Faktor utama ketidakterdeteksian ini adalah keengganan manajemen perusahaan untuk berurusan dengan birokrasi dan publikasi. Banyak pemberi kerja memilih untuk merahasiakan proses perampingan staf agar reputasi perusahaan tidak terganggu di mata publik.

"Jadi sebetulnya PHK tidak terdeteksi itu bukan 100% salah pemerintah. Ya perusahaannya aja yang memang dia tidak mau lapor karena tidak mau ribet dan tidak mau ter-expose yang begitu. Kadang-kadang kan pemerintah mau mendata masuk ke dalam perusahaan itu misalkan ada pegawai pengawas juga mengalami kesulitan karena tidak manajemen tidak mau menerima," beber Ristadi, Presiden KSPN.

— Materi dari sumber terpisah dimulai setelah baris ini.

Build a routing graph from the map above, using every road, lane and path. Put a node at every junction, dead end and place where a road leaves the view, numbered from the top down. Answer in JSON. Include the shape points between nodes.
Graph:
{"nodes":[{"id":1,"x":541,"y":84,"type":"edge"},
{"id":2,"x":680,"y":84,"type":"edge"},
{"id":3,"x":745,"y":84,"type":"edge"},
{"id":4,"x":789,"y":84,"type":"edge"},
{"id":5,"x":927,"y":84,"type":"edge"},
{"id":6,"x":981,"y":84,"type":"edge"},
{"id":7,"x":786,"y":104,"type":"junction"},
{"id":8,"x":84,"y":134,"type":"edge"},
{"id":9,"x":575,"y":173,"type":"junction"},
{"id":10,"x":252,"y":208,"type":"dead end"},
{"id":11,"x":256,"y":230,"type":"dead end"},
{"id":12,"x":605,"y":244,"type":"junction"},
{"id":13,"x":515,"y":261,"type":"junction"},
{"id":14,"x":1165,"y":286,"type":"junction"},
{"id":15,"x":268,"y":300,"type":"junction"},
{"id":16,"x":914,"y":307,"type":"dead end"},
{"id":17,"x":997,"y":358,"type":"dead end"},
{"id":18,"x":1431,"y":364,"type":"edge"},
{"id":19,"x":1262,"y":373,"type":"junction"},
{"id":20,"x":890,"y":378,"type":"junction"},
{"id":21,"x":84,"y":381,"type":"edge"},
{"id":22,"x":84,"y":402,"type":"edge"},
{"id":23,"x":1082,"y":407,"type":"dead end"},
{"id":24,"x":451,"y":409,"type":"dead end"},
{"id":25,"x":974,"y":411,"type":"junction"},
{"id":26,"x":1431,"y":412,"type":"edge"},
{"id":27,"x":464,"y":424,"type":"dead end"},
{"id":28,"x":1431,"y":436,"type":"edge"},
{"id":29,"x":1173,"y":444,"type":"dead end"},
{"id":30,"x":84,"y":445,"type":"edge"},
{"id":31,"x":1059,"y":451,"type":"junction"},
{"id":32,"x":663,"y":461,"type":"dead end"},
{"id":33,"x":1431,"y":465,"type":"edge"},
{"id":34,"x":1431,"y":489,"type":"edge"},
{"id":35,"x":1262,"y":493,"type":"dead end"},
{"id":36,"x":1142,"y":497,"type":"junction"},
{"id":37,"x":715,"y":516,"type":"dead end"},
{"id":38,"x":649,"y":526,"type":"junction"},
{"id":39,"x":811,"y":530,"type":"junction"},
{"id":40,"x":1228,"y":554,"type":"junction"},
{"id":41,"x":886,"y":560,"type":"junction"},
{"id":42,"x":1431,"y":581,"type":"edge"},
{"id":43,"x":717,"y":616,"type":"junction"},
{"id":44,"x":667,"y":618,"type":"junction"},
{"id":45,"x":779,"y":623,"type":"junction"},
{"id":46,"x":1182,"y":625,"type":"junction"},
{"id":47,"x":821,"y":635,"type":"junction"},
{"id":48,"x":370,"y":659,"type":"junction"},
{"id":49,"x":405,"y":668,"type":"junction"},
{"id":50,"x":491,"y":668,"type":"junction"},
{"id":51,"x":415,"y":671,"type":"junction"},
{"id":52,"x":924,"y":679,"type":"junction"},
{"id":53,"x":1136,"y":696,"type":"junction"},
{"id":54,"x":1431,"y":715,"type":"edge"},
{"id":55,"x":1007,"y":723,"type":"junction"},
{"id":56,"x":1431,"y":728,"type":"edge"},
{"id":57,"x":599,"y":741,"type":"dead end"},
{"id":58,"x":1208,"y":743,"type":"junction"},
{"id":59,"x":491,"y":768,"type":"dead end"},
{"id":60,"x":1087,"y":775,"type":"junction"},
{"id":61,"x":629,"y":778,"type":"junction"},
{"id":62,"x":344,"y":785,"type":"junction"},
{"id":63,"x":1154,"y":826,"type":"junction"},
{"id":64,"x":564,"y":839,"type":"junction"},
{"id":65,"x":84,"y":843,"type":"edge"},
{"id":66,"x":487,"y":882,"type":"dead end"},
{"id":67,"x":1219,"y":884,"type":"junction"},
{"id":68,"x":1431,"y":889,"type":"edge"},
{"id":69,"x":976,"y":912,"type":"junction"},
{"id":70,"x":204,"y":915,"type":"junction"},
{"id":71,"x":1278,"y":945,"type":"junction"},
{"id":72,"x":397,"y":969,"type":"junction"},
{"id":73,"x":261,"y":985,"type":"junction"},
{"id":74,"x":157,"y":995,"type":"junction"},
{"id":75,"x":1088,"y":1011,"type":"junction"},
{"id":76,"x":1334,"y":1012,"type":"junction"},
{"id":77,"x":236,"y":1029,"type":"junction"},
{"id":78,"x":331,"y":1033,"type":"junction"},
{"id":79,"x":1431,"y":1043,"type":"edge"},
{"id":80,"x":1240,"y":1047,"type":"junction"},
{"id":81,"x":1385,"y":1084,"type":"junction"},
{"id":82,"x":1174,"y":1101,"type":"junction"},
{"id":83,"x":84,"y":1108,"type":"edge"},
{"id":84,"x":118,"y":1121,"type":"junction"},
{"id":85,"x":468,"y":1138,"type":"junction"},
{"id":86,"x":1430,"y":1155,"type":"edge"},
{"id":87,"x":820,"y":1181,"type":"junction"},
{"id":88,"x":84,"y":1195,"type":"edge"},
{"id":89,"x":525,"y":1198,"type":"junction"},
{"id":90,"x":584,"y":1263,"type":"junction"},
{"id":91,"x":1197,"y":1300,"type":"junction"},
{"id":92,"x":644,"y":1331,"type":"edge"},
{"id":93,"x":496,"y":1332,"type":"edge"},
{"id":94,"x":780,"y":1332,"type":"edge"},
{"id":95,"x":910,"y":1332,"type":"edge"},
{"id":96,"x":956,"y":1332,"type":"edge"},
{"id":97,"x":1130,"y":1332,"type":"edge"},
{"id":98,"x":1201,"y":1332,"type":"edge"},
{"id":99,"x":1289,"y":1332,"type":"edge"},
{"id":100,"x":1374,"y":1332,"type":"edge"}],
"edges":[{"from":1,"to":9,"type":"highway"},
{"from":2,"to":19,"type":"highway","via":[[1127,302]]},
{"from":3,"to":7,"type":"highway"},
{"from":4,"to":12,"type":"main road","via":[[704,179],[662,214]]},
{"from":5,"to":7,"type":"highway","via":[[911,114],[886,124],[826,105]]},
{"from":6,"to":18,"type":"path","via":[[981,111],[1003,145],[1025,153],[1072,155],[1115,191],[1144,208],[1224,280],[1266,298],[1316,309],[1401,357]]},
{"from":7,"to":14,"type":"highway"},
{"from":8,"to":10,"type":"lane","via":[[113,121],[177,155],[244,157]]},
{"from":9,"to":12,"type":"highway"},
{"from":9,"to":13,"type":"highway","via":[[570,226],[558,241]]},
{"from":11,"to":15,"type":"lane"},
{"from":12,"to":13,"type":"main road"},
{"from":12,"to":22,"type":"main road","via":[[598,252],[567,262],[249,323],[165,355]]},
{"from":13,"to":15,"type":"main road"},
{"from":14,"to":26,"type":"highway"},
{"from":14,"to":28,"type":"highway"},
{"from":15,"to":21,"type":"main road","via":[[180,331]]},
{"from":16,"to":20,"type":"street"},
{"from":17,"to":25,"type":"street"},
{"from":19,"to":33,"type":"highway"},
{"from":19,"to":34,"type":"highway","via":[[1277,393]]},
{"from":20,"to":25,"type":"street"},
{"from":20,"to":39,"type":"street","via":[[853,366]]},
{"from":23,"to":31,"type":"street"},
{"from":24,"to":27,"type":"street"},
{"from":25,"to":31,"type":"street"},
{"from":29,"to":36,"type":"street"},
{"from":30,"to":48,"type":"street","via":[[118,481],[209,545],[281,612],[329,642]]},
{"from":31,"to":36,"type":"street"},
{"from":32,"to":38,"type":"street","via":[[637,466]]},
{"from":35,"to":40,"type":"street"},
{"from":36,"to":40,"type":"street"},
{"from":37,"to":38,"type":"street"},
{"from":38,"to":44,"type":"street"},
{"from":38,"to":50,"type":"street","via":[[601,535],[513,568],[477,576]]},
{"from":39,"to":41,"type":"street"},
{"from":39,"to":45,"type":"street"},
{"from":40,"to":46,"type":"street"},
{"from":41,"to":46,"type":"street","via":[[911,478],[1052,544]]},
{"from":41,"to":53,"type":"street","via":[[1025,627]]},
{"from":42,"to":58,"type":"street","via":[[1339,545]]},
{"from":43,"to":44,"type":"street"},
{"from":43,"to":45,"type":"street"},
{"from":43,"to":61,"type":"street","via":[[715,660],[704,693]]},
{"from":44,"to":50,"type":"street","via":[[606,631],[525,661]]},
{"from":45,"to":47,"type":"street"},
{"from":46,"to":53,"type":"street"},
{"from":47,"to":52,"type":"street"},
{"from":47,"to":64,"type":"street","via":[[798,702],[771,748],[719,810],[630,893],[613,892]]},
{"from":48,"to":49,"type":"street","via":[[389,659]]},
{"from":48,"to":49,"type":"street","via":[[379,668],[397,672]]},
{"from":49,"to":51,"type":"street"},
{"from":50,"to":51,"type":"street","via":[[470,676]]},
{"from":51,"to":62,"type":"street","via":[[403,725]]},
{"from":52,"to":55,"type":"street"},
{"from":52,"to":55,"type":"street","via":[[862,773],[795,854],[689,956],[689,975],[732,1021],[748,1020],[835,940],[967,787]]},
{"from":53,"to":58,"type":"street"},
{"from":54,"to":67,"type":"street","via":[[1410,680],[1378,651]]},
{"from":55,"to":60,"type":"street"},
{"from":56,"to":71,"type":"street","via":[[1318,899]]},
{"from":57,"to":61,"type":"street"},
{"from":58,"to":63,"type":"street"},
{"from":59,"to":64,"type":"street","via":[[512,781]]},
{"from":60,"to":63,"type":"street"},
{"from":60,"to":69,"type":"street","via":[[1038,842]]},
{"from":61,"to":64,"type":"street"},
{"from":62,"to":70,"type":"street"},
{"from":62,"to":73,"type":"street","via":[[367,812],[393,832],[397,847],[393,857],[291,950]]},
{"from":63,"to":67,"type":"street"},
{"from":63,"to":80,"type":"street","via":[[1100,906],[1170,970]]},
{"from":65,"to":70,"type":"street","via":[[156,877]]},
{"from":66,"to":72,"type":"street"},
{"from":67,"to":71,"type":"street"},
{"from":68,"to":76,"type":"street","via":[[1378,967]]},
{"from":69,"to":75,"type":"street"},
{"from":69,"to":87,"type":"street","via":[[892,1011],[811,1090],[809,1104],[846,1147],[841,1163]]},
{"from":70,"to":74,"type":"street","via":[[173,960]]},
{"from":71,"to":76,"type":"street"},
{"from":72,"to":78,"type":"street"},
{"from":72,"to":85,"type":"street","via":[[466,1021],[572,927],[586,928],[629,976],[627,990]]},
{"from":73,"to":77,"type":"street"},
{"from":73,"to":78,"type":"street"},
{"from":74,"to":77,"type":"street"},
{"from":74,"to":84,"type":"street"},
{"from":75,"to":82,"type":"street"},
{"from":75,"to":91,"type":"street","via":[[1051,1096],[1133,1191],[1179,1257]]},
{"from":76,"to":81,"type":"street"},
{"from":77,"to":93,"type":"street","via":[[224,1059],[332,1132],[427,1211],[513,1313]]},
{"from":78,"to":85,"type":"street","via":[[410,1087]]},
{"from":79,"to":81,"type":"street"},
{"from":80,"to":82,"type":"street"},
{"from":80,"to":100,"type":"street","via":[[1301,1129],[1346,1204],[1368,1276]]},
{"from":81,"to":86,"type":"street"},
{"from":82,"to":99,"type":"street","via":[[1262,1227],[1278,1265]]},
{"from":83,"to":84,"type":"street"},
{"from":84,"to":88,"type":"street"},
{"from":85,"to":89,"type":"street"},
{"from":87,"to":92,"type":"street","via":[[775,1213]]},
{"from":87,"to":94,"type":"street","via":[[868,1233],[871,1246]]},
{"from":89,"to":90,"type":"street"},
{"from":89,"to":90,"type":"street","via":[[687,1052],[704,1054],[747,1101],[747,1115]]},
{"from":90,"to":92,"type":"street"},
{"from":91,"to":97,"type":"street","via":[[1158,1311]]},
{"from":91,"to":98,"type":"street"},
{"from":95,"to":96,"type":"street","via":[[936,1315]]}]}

Selain masalah pelaporan, terdapat pola pengurangan karyawan secara bertahap yang sering luput dari pengawasan Dinas Tenaga Kerja. Metode PHK dalam jumlah kecil setiap bulan ini membuat data statistik nasional tidak mampu menangkap gambaran utuh krisis ketenagakerjaan yang sedang terjadi.

"Perusahaan tersebut tidak melaporkan ke Disnaker atau ke Kemnaker apalagi apa namanya mengekspos ke media. PHK yang bagaimana? Ya itu PHK yang bertahap yang sedikit-sedikit jumlahnya. Misalkan ada puluhan begitu lah. Kemudian mungkin satu bulan sepuluh, seterusnya begitu," tutup Ristadi, Presiden KSPN.